Rays Trade Joyce for Jepsen
On Tuesday, the Rays announced the trade of Matt Joyce to the Angels in exchange for right-handed reliever Kevin Jepsen.
Joyce spent parts of five season with the Rays after coming over from Detroit in a trade for Edwin Jackson. A left-handed batter, he failed to become an everyday player; however, with the league being predominantly right-handed, he was a primary member of the lineup most nights. He has one year left of arbitration eligibility before hitting free agency. His service time, salary and the organization’s outfield depth meant an end of his time with the club was near.
In return, Tampa Bay receives Kevin Jepsen. The 30-year-old comes with 315 major-league appearances under his belt. He was previously a super-two player which granted him for years of arbitration eligibility. He has two of those years remaining.
Prior to the 2014 season, I wrote the player comment for Jepsen in the Baseball Prospectus Annual:
Mo’ money, mo’ problems. Commanding seven figures for the first time in his career, Jepsen spent half the season dealing with injuries. A shoulder sprain in early April and an appendectomy in late August disabled him for nearly 90 days. In between, he allowed more than a baserunner and a half per inning. Jepsen curtailed the use of his cutter for the traditional heater—a mid-90s pitch that is nonetheless hittable—while tossing a handful of curveballs and changeups to keep up appearances. The breaking ball flashes as an out pitch and could be a weapon against batters on either side of the plate. Perhaps in an attempt to find more consistency, Jepsen has stretched his arm action and flip-flopped spots on the rubber. One of these days he’s going to figure it all out and leave opposing batters in a trail of tumbleweeds and tears.

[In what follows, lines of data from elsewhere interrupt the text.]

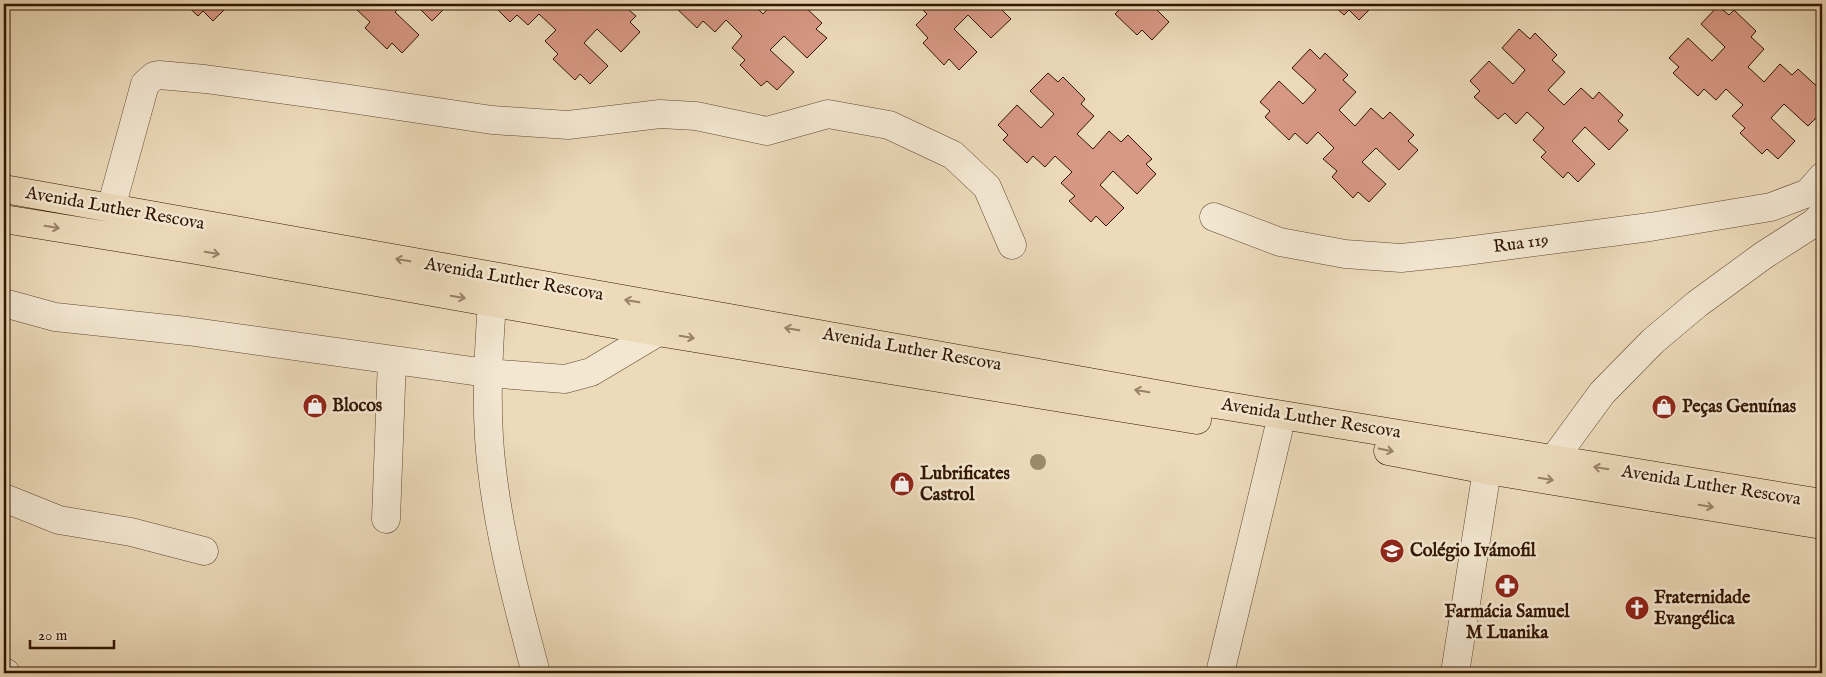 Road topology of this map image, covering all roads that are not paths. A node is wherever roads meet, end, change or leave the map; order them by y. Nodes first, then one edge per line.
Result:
1 (1822, 178) edge
2 (4, 189) edge
3 (111, 208) junction
4 (1822, 215) edge
5 (1214, 217) dead end
6 (4, 219) edge
7 (1012, 245) dead end
8 (4, 303) edge
9 (492, 303) junction
10 (658, 332) junction
11 (392, 360) junction
12 (487, 373) junction
13 (1278, 432) junction
14 (1553, 460) junction
15 (1488, 470) junction
16 (4, 498) edge
17 (1822, 503) edge
18 (386, 519) dead end
19 (1822, 525) edge
20 (204, 551) dead end
21 (536, 673) edge
22 (1220, 673) edge
23 (1455, 673) edge

1 - 5 street, Rua 119
2 - 3 main road, Avenida Luther Rescova
3 - 7 street
14 -> 3 main road, Avenida Luther Rescova
4 - 14 street
6 -> 9 main road, Avenida Luther Rescova
8 - 11 street
9 - 10 main road, Avenida Luther Rescova
9 - 12 street
10 - 12 street
10 -> 13 main road, Avenida Luther Rescova
11 - 12 street
11 - 18 street
12 - 21 street
13 -> 15 main road, Avenida Luther Rescova
13 - 22 street
17 -> 14 main road, Avenida Luther Rescova
15 -> 19 main road, Avenida Luther Rescova
15 - 23 street
16 - 20 street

Jepsen did not figure it all out, but did figure out enough in to be a good, late-inning reliever. His fastball continued to live north of 95 mph and was typically located above the waist. He likes to keep the pitch away from batters on both sides with shows some semblance of command.
The biggest augmentation came from Jepsen’s secondary offerings. As mentioned in the comment, his curveball was already a quality offering. That said, he barely tossed the pitch 10 percent of the time. That usage jumped to over 20 percent, and with great success. Opposing batters hit .130/.145/.185 off the hook and came up empty on nearly 45 percent of their swings. He is not afraid to use the low-80s offering early in the count; although his preference appears to be using it to end plate appearances.
Jepsen also began using a changeup with regularity for the first time. The result of that venture was promising. Thrown a bit harder than the curveball, but still nearly 10 ticks off the fastball, the changeup was the catalyst in narrowing what was previously a sizable platoon split. Primarily thrown down and arm-side, he used the off-speed judicially versus the opposite hand. Lefties hit just .176 off the pitch while missing on over 40 percent of their hacks. The off-speed was also nifty against same-siders in limited action.
In terms of movement or visual aesthetics, the changeup alone does not stand out. Meanwhile, in conjunction with the fastball, it may play up past its’ “natural” ability. The pitches share similar grips and arm speed, but have a noteworthy gap in velocity and location. The change of speeds and eye level are likely enhancing what would probably grade out as a below-average offering by a scout.
The addition of Jepsen, along with previous signing of Ernesto Frieri, makes more sense after it was reported that Jake McGee underwent elbow surgery last week and is expected to miss the start of the season. Jepsen and Frieri, in addition to Brad Boxberger and Grant Balfour, give the club multiple options at the back-end of games until McGee can rejoin the mix.